Each firm’s succession plan and transition will be unique, but whether it’s an internal transition, merging and staying involved or selling and moving on, not enough advisors are planning for it.

“We’re trying to help them think about what their options are,” said Waldemar Kohl, vice president for Fidelity Institutional Wealth Services at a conference in New York City on Thursday.

Kohl guided advisors through an envisioning exercise and former advisors shared their succession stories in a workshop and panel discussion on Realizing the Value in Your Firm at Fidelity’s Inside Track practice management conference for advisors. 

The envisioning exercise isn’t about the practice, the staff or the clients, but instead about the advisor. “We ask them to envision their life after their practice,” Kohl said. “If you focus on what is important to you in the end game, that will drive a lot of your choices and behavior today.”

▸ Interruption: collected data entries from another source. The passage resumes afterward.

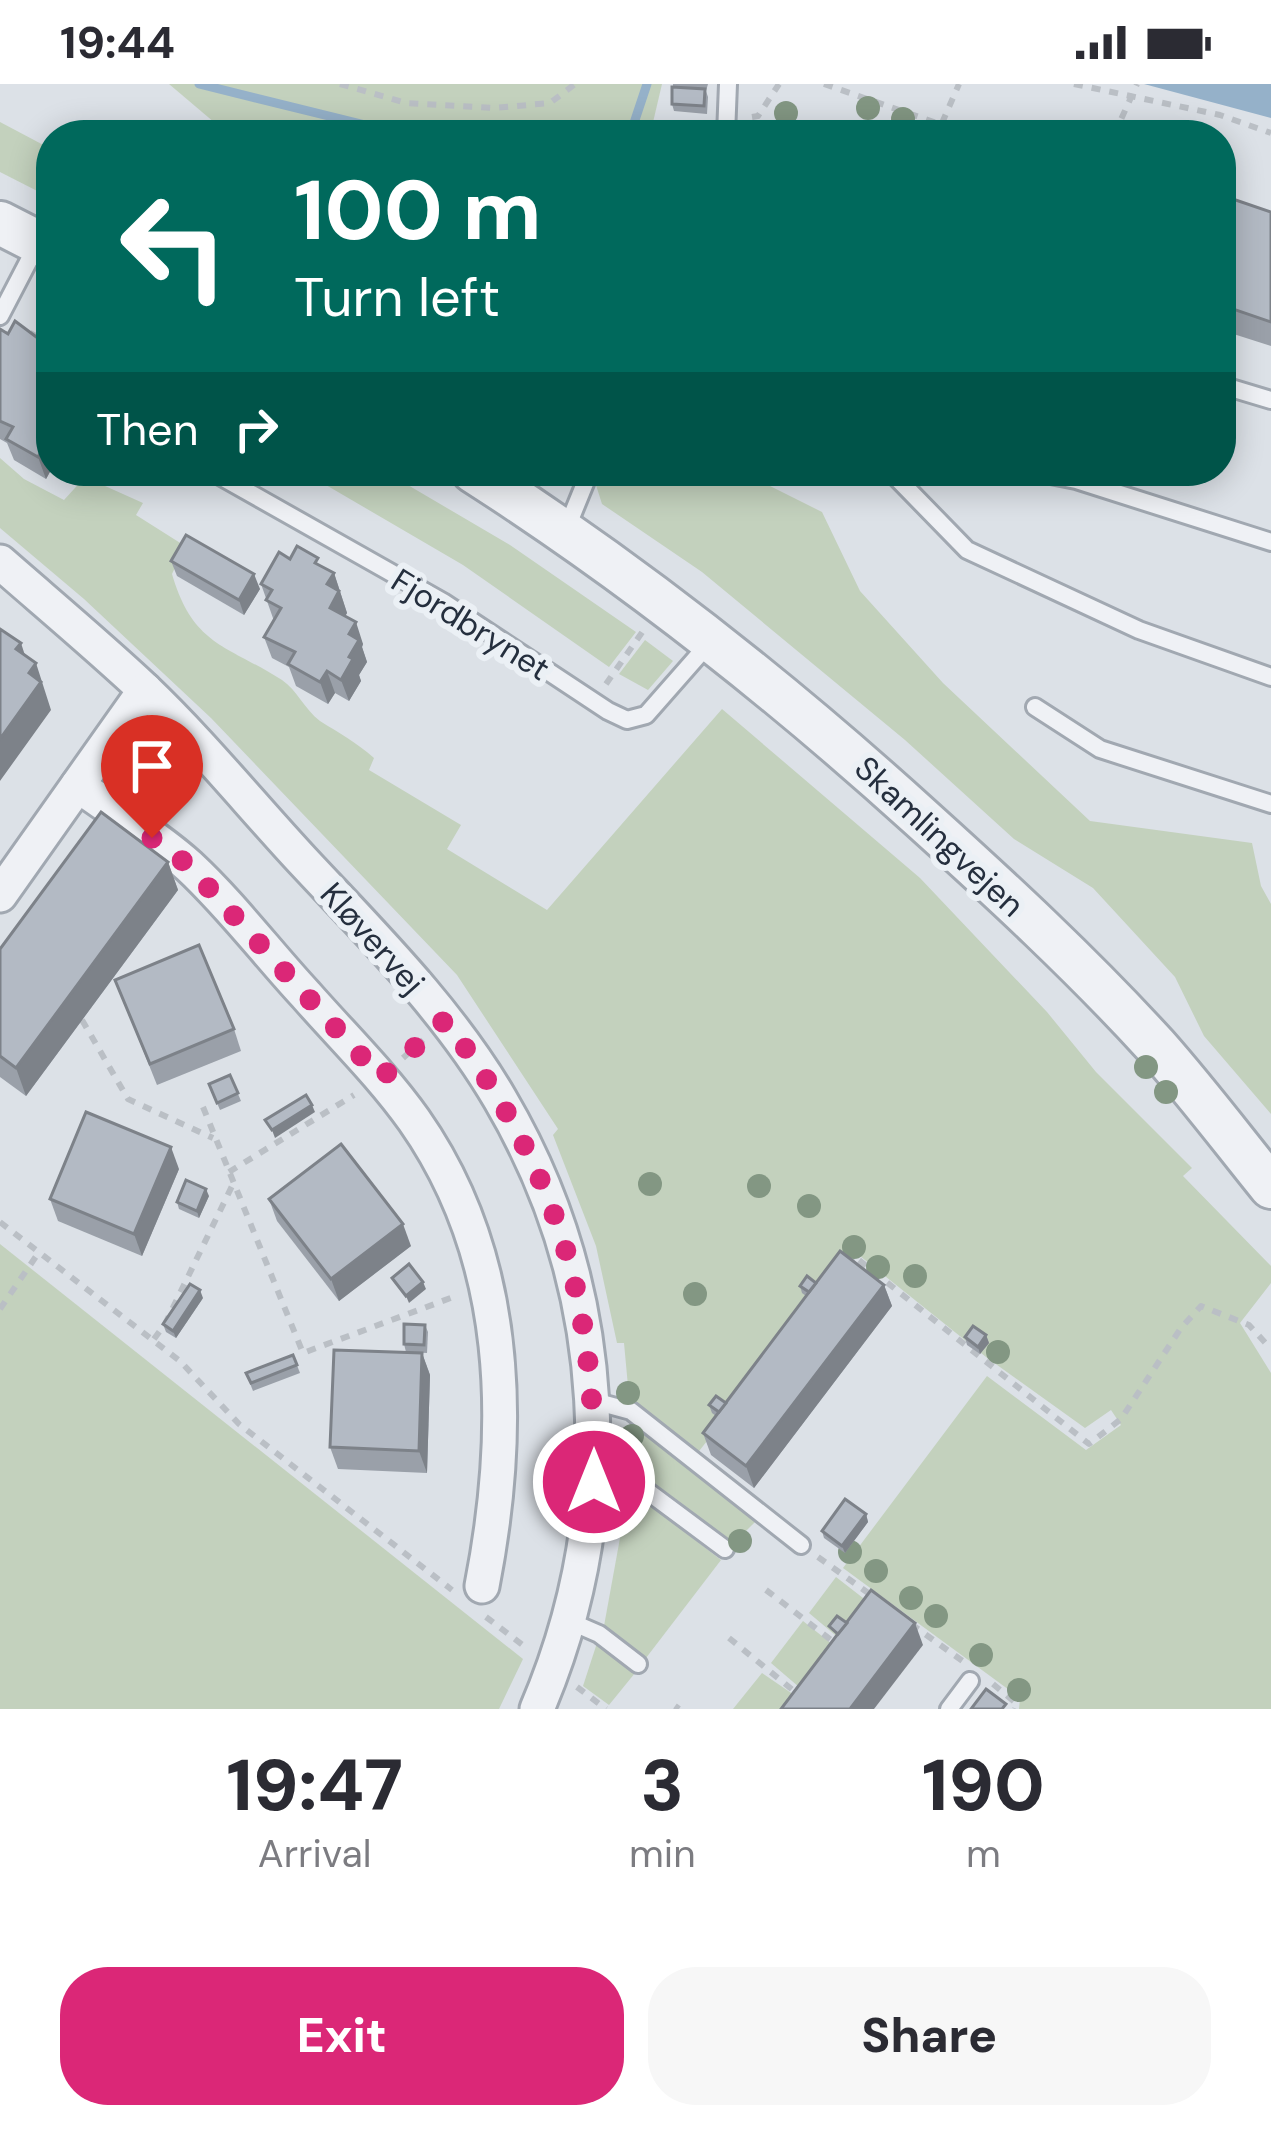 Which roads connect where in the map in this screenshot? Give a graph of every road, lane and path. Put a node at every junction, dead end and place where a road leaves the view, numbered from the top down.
1 (340, 84) edge
2 (574, 84) edge
3 (728, 84) edge
4 (779, 84) edge
5 (824, 84) edge
6 (959, 84) edge
7 (1074, 84) edge
8 (1137, 84) edge
9 (1131, 96) junction
10 (727, 120) edge
11 (748, 120) edge
12 (933, 120) edge
13 (943, 120) edge
14 (1121, 120) edge
15 (1232, 120) edge
16 (1236, 121) edge
17 (1271, 133) edge
18 (0, 223) edge
19 (36, 241) edge
20 (36, 260) edge
21 (0, 316) edge
22 (17, 326) edge
23 (36, 336) edge
24 (1236, 390) edge
25 (1271, 400) edge
26 (238, 486) edge
27 (496, 486) edge
28 (584, 486) edge
29 (905, 486) edge
30 (1095, 486) edge
31 (566, 531) junction
32 (1271, 542) edge
33 (0, 562) edge
34 (662, 603) junction
35 (711, 640) junction
36 (1271, 677) edge
37 (145, 690) junction
38 (593, 701) junction
39 (1035, 707) dead end
40 (78, 785) junction
41 (1271, 804) edge
42 (0, 895) edge
43 (82, 1020) dead end
44 (445, 1020) junction
45 (381, 1078) junction
46 (203, 1107) dead end
47 (216, 1140) junction
48 (229, 1172) junction
49 (234, 1182) junction
50 (1271, 1187) edge
51 (0, 1222) edge
52 (39, 1252) junction
53 (840, 1274) edge
54 (485, 1285) junction
55 (0, 1309) edge
56 (957, 1339) junction
57 (153, 1340) junction
58 (953, 1349) dead end
59 (1271, 1349) edge
60 (594, 1401) junction
61 (594, 1482) junction
62 (801, 1545) joint
63 (725, 1549) dead end
64 (766, 1589) dead end
65 (474, 1598) junction
66 (880, 1602) edge
67 (896, 1613) edge
68 (569, 1622) junction
69 (728, 1638) dead end
70 (844, 1649) edge
71 (638, 1664) dead end
72 (554, 1670) junction
73 (974, 1676) joint
74 (990, 1682) dead end
75 (537, 1709) edge
76 (606, 1709) edge
77 (798, 1709) edge
78 (949, 1709) edge
79 (1015, 1709) edge

1 - 2 path
3 - 10 lane
4 - 11 path
5 - 12 path
6 - 13 path
7 - 9 path
8 - 9 path
9 - 14 path
9 - 15 path
16 - 17 path
18 - 19 street
20 - 21 lane
22 - 23 path
24 - 25 lane
26 - 38 lane, Fjordbrynet
27 - 31 street, Skamlingvejen
28 - 31 lane
29 - 36 lane
30 - 32 lane
31 - 34 street, Skamlingvejen
33 - 37 street, Kløvervej
34 - 35 street, Skamlingvejen
34 - 38 path
35 - 38 lane, Fjordbrynet
35 - 50 street, Skamlingvejen
37 - 40 street
37 - 44 street, Kløvervej
39 - 41 lane
40 - 42 street
40 - 45 street
43 - 47 path
44 - 45 path
44 - 60 street, Kløvervej
45 - 48 path
45 - 54 street
46 - 47 path
47 - 48 path
48 - 49 path
49 - 54 path
49 - 57 path
51 - 52 path
52 - 55 path
52 - 57 path
53 - 56 path
54 - 65 street
56 - 58 path
56 - 59 path
57 - 65 path
60 - 61 street, Kløvervej
60 - 62 lane
61 - 63 lane
61 - 68 street, Kløvervej
62 - 66 path
64 - 70 path
65 - 72 path
67 - 73 path
68 - 71 lane
68 - 72 street, Kløvervej
69 - 77 path
72 - 75 street, Kløvervej
72 - 76 path
73 - 78 lane
74 - 79 path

According to Fidelity’s research, 75% of advisors do not have a succession plan in place. Forty-three percent of advisors never plan to stop working, Kohl said.

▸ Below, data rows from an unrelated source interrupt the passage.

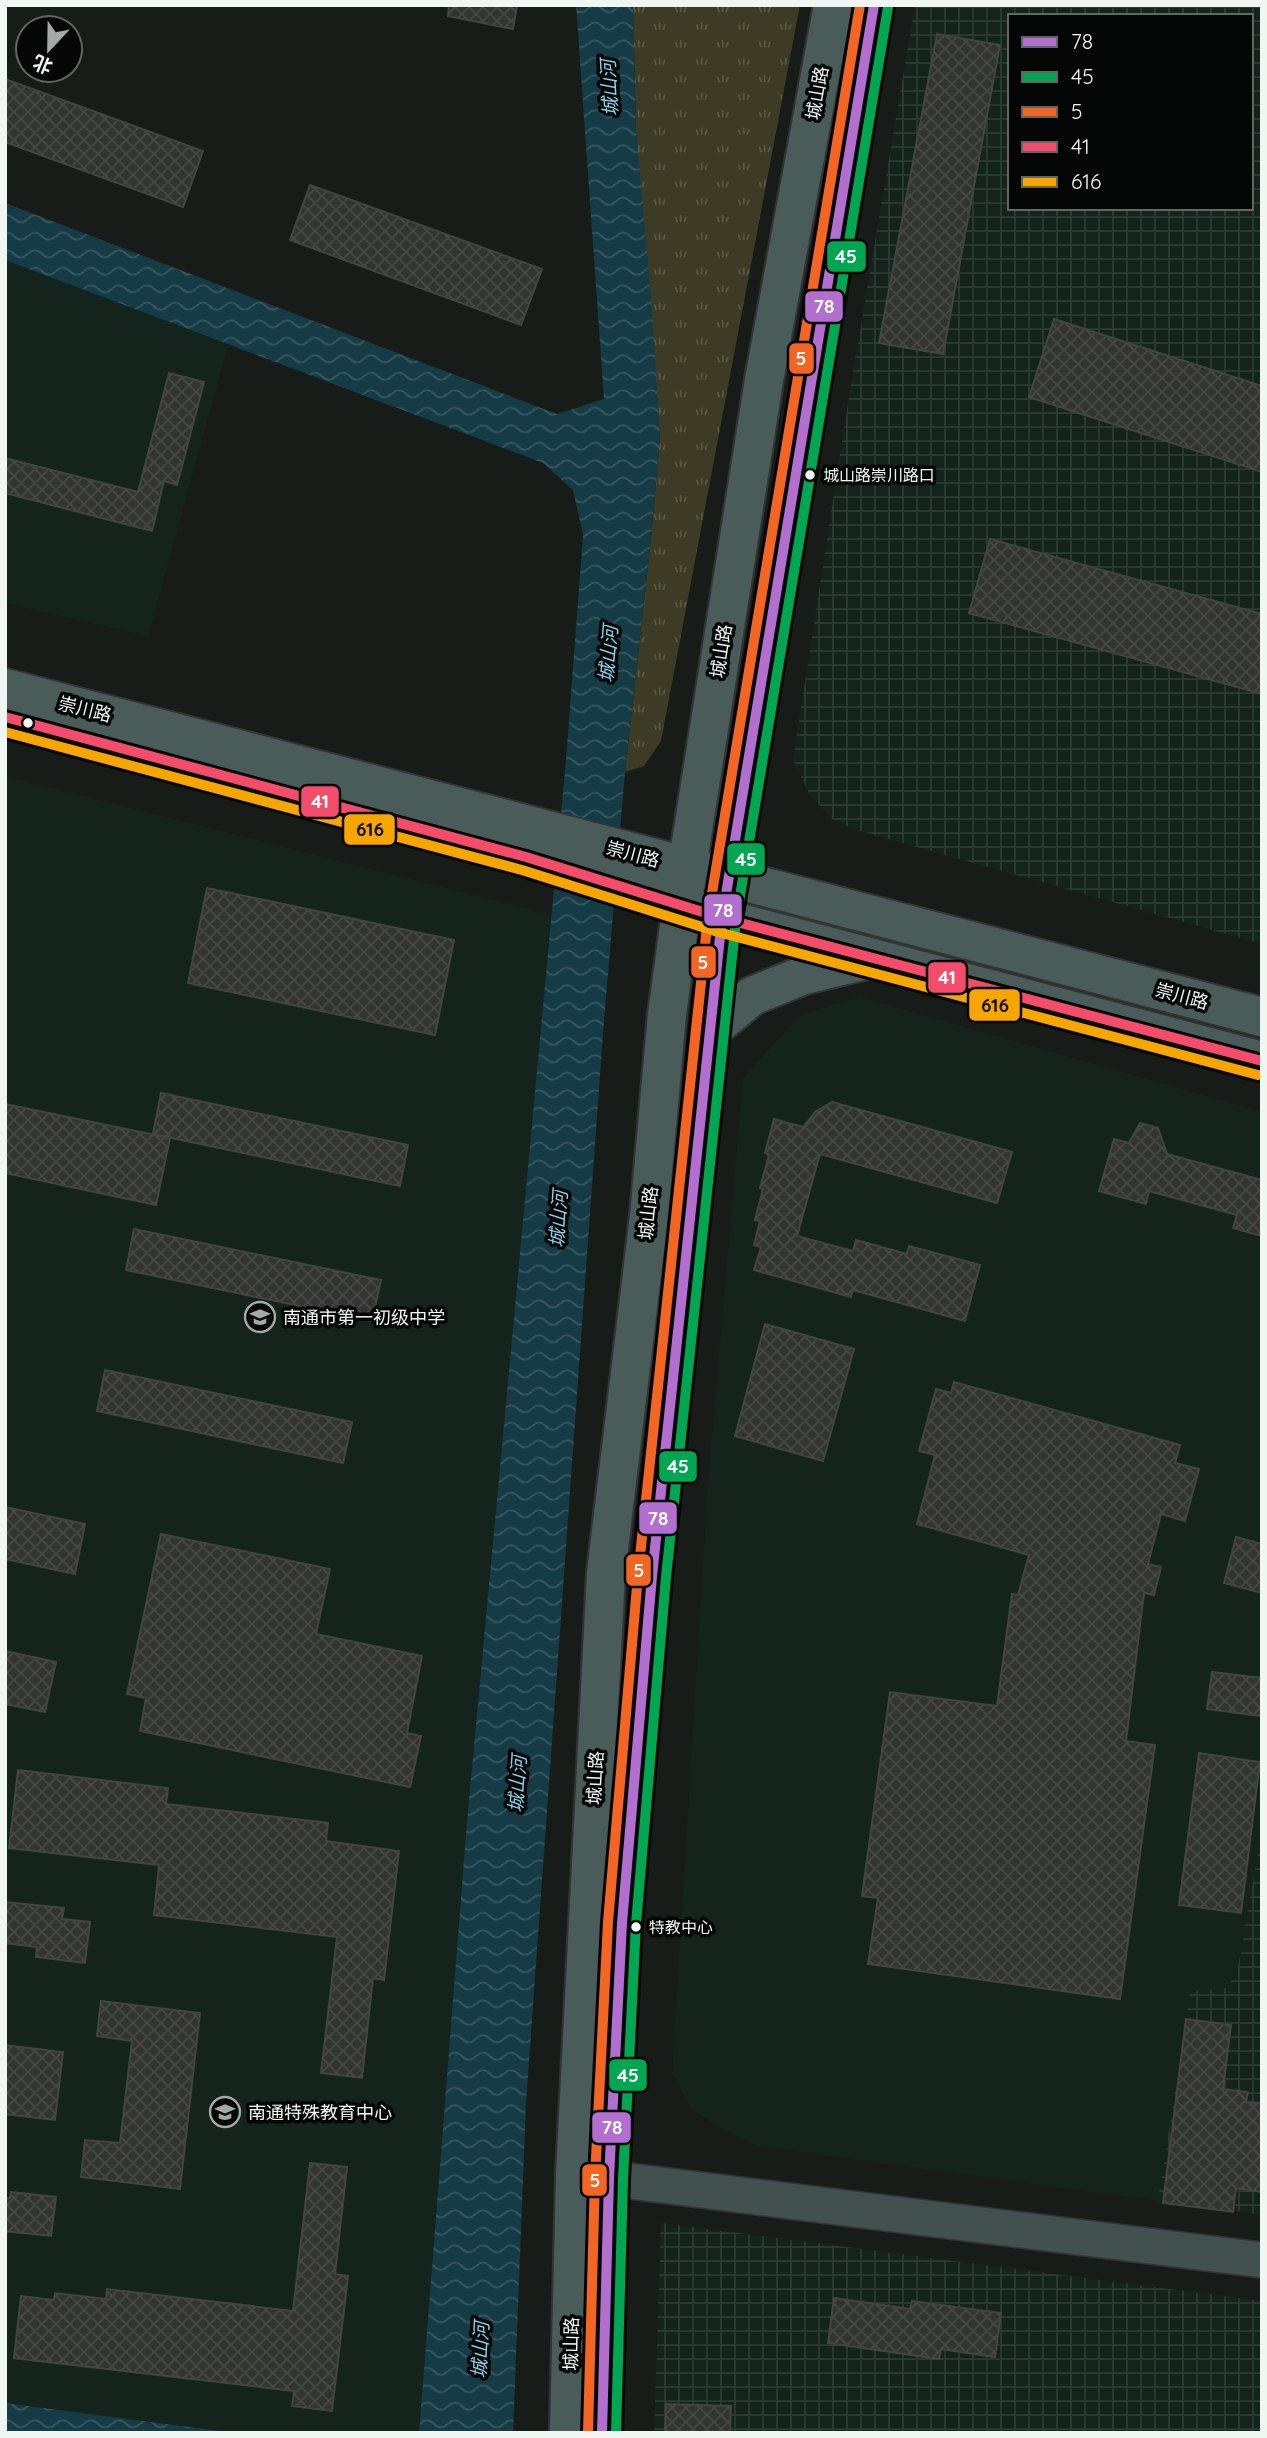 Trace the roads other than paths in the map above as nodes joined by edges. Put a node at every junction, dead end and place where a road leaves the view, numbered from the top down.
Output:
1 (833, 5) edge
2 (874, 5) edge
3 (5, 688) edge
4 (5, 717) edge
5 (528, 842) junction
6 (729, 878) junction
7 (667, 881) junction
8 (722, 918) junction
9 (876, 958) junction
10 (1262, 1017) edge
11 (710, 1031) junction
12 (1262, 1061) edge
13 (592, 2176) junction
14 (1262, 2260) edge
15 (569, 2433) edge
16 (602, 2433) edge

1 - 7 main road, 城山路
2 - 6 main road, 城山路
3 - 5 main road, 崇川路
4 - 5 main road, 崇川路
5 - 7 main road, 崇川路
6 - 7 main road, 崇川路
6 - 8 main road, 城山路
6 - 10 main road, 崇川路
7 - 8 main road, 崇川路
7 - 13 main road, 城山路
8 - 9 main road, 崇川路
8 - 11 main road, 城山路
9 - 11 main road
9 - 12 main road, 崇川路
11 - 13 main road, 城山路
13 - 14 street
13 - 15 main road, 城山路
13 - 16 main road, 城山路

With the average age of advisors in the mid-fifties, this makes sense. “You feel indestructible in your forties, fifties and sixties,” said Rod McRae, the former owner of McRae Capital Management who chose an internal transition, handing off his business to his two sons. “But I would question the idea that you want to work forever,” McRae said.

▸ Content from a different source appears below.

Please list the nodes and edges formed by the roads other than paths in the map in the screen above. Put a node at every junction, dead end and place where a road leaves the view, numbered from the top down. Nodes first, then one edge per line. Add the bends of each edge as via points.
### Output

He was one of those people who planned to work forever, but as he got older, that changed, and even before that, he became concerned about his practice. “At 60 I realized I had to do something about the staff and the clients,” McRae said. He almost sold to a bank, but when his oldest son expressed interest in coming into the business he chose that route. A few years later his younger son got involved, too. “I couldn’t be happier about the way it turned out,” he said.

Most advisors, two thirds according to Fidelity research, would like an internal transition, passing the practice on to junior advisors at the firm, Kohl said. However, of that group, 71% say they have not identified a successor.

This is one of the major challenges that Kohl sees when it comes to succession planning in the advisory industry. “Next generation leadership—there’s a gap between those that started the business and the younger, talented advisors who don’t know how to run a business,” Kohl said. “How can you spend more time grooming the next generation leaders, helping them become more business minded?” Advisors will need to teach the business mindset to junior advisors if an internal transition is to work.

From McRae and Allan Eyre of JAE Consulting, the other former advisor on the panel, the best advice they had for advisors was to plan ahead. Eyre said he was very lucky that the sale of his firm moved very quickly, but that advisors shouldn’t do what he did. “You should start planning this 3 years ahead of time,” Eyre said.

McRae agreed. “You don’t have enough time, but you have to make the time,” he said.

Getting advisors to start thinking about and planning for succession is one the reasons Fidelity is bringing advisors together at regional conferences like these. David Canter, executive vice president of practice management and consulting for Fidelity Institutional Wealth Services said he had just heard a story of two advisors merging their practices after meeting and talking at a conference.

Canter encourages advisors to walk away with one to two actionable items and to get to know at least one new person. “You never know how that person could impact your life or your practice,” Canter said.